RCC staff papers accepted for eResearch Australasia and eScience

29 Aug 2017

RCC staff and a close collaborator have had papers accepted for October conferences eResearch Australasia 2017 in Brisbane and eScience in Auckland, New Zealand.

RCC collaborator Jake Carroll, the Queensland Brain Institute’s Senior Information Technology Manager (Research), will present his paper titled ‘Don’t Forget the Workflows — the Drivers of the Compute and Storage Infrastructure’ at eResearch Australasia on Wednesday, 18 October, 2pm–2:20pm. He will discuss QBI’s and RCC’s efforts in the development and eventual use of a data locality, caching and workflow-aware storage infrastructure engine, known as MeDiCI (Metropolitan Data-Intensive Caching Infrastructure). He will also illustrate a real-life example of how MeDiCI is being used to deliver a multi-site, multi-supercomputing, multi-data locality-aware scientific outcome.

Immediately following Jake’s talk, RCC Systems Administrator Michael Mallon will discuss MeDiCI further in his presentation titled ‘MeDiCI can do that!’, based on a paper co-written by himself, Jake, and RCC Director Prof. David Abramson.
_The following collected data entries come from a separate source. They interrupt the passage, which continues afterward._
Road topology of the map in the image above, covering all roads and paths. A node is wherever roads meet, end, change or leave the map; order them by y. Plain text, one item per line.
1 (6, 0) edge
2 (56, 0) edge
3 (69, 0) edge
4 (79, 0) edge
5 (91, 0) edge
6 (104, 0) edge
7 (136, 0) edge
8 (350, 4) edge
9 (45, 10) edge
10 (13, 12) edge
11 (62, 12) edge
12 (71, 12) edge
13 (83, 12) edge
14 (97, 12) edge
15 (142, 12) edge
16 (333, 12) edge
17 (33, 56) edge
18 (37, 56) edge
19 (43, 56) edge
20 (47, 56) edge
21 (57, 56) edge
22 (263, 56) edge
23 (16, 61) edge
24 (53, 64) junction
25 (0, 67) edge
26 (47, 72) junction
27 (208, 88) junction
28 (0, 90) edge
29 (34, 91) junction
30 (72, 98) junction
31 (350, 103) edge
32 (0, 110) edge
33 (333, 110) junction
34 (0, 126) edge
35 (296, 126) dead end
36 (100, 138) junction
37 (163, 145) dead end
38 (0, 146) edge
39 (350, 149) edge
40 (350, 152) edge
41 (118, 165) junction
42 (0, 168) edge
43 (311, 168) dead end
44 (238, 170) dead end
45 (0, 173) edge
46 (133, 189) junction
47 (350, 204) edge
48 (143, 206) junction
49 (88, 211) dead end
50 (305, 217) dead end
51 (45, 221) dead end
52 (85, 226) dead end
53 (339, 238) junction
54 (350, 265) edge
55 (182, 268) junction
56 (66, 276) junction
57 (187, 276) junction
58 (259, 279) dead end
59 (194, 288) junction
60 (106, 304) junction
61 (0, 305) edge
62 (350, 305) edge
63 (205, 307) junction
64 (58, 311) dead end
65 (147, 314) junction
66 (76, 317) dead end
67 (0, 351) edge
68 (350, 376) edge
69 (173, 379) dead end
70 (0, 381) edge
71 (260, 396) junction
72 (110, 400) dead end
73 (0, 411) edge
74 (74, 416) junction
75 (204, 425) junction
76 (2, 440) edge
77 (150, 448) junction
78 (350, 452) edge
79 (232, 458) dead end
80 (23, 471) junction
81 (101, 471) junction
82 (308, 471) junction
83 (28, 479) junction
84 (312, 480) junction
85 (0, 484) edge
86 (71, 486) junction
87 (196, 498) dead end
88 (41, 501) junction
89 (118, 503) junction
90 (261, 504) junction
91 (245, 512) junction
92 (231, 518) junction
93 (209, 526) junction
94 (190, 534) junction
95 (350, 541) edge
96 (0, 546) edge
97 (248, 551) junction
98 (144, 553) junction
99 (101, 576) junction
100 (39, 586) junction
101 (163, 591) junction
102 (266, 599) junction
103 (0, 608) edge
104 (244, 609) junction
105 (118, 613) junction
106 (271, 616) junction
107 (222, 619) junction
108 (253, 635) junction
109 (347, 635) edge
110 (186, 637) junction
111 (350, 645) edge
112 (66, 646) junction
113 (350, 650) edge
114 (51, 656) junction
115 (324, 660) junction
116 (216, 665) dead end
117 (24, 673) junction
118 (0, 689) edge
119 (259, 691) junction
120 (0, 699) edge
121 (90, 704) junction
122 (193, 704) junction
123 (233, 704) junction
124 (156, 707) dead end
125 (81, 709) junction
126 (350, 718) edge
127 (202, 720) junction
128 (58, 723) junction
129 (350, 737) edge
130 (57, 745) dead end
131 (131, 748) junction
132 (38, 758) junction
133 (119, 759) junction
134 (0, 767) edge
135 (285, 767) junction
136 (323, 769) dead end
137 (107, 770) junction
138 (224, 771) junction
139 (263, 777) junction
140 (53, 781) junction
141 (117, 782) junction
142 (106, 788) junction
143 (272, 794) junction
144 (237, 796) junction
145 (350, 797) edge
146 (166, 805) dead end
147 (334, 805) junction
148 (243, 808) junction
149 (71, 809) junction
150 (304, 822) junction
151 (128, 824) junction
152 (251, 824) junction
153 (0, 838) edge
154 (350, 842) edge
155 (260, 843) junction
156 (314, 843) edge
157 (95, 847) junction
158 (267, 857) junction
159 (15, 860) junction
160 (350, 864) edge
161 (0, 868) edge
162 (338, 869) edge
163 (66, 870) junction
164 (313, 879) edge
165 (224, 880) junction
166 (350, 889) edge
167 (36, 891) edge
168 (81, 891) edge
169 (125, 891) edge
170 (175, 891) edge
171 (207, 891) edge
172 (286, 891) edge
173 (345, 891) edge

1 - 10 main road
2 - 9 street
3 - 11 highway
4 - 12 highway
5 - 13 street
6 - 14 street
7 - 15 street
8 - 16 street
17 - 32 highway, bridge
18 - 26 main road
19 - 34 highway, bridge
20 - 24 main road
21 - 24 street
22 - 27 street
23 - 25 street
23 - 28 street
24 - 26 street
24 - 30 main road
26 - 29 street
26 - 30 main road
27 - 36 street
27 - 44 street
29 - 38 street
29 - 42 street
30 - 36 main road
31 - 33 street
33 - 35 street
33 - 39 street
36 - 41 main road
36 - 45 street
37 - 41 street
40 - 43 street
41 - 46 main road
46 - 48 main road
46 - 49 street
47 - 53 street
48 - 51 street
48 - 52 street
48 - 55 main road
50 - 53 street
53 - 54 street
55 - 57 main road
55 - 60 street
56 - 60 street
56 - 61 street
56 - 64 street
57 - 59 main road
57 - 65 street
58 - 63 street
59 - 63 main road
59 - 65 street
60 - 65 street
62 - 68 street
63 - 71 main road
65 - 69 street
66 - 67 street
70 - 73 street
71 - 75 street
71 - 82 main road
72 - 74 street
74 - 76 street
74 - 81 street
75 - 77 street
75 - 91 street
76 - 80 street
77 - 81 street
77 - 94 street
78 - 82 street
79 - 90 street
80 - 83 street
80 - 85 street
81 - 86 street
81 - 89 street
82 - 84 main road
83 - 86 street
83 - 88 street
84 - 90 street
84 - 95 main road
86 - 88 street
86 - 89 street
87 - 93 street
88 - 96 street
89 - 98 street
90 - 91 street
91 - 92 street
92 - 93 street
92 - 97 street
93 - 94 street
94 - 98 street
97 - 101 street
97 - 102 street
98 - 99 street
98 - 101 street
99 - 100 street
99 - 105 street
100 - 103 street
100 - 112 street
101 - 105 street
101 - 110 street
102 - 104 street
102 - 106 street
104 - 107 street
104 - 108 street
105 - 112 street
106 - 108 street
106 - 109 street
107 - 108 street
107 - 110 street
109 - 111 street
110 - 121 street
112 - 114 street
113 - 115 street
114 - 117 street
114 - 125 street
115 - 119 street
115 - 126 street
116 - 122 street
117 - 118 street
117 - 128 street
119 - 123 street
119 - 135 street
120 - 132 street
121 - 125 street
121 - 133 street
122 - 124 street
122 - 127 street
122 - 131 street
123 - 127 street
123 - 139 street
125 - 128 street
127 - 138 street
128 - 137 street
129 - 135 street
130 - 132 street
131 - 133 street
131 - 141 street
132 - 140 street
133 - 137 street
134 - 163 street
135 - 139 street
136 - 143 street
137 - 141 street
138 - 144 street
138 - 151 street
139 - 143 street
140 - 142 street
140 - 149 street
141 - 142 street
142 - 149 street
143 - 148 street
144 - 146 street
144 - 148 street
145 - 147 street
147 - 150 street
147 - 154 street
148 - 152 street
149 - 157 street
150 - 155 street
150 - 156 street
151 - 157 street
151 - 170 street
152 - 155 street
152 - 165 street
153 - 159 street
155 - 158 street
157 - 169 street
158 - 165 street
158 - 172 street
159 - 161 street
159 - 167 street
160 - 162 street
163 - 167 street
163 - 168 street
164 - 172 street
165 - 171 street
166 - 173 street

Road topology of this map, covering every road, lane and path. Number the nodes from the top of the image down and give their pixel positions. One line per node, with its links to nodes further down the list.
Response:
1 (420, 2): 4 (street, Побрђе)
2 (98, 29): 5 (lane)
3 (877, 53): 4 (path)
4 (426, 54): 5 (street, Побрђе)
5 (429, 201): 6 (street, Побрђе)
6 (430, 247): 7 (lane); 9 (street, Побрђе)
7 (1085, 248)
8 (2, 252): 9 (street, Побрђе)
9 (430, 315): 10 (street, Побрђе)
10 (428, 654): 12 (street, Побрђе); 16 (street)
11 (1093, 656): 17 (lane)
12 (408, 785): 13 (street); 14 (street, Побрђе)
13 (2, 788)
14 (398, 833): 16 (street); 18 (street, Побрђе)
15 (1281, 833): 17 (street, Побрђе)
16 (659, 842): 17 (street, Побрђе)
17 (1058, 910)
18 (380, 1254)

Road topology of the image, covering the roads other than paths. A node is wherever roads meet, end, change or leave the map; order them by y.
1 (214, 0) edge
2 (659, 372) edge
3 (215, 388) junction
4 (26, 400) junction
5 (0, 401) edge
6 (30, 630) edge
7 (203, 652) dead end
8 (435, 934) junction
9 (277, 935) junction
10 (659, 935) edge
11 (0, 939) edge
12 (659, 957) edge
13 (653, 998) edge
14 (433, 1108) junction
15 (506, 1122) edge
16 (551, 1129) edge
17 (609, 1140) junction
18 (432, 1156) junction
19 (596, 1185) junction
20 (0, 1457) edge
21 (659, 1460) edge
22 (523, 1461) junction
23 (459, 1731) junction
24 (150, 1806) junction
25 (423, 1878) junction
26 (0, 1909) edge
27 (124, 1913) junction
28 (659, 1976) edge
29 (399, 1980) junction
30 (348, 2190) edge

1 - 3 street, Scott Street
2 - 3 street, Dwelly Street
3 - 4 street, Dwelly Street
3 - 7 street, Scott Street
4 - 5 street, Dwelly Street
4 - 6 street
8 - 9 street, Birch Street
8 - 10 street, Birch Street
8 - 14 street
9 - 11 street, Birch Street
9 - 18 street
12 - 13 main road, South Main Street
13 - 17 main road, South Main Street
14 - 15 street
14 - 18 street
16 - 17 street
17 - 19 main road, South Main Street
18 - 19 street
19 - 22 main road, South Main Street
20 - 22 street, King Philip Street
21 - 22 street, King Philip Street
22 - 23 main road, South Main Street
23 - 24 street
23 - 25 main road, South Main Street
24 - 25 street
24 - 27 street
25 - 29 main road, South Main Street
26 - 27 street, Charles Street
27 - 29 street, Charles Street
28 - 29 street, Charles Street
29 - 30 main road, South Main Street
Michael will describe the innovations behind MeDiCI, particularly how RCC was able to avoid the silos of storage issue when providing access to data in MeDiCI.

Also at eResearch Australasia, RCC/QCIF Program Manager for NCRIS-funded Health and Life Sciences Projects Dr Jeff Christiansen will present a multi-authored paper on the omics.data.edu.au portal on Thursday, 19 October, 2pm–2:20pm. The RDS-funded portal is a national first: a cloud-based system for both integrated biological data management and associated informatics analysis for four broad “-omics” data types (DNA, RNA, proteins and metabolites), which enables the sharing of data and collaborative analysis amongst members of a research consortium.

As Chair of eResearch Australasia 2017, RCC Director Prof. David Abramson will give the conference’s opening and closing addresses.

The conference is being held on 18–20 October at the Brisbane Convention and Exhibition Centre. Early-bird registration closes Friday, 15 September.

eResearch Australasia 2017 will offer delegates the opportunity to engage, connect, and share their ideas and exemplars concerning new information-centric research capabilities, and how information and communication technologies help researchers to collaborate, collect, manage, share, process, analyse, store, find, understand and re-use information.

The IEEE (Institute of Electrical and Electronics Engineers) eScience conference in Auckland follows eResearch Australasia on 24–27 October. Five RCC staff have worked on two papers accepted for the international conference.

Prof. David Abramson, Dr Chao Jin, Michael Mallon and RCC collaborator Jake Carroll have had their paper about MeDiCI accepted for eScience. The paper describes the MeDiCI architecture and implementation and presents a number of performance metrics.

RCC’s Dr Hoang Nguyen and Dr Minh Dinh’s co-authored paper about a computational pipeline that performs a IUCN (International Union for Conservation of Nature) risk assessment of the Meso-American reef ecosystem was also accepted for eScience. The paper is the result of a collaboration between Hoang, Minh and Dr Lucie Bland of Deakin University. The paper explored different ways to parallelise the computational model called CORSET (Coral Reef Scenario Evaluation Tool), which is heavily used in the IUCN risk assessment. All the runs were performed on RCC’s Tinaroo HPC cluster. 

RCC Director Prof. Abramson is on eScience’s international steering committee.

The objective of the eScience conference is to promote and encourage all aspects of eScience and its associated technologies, applications, and tools.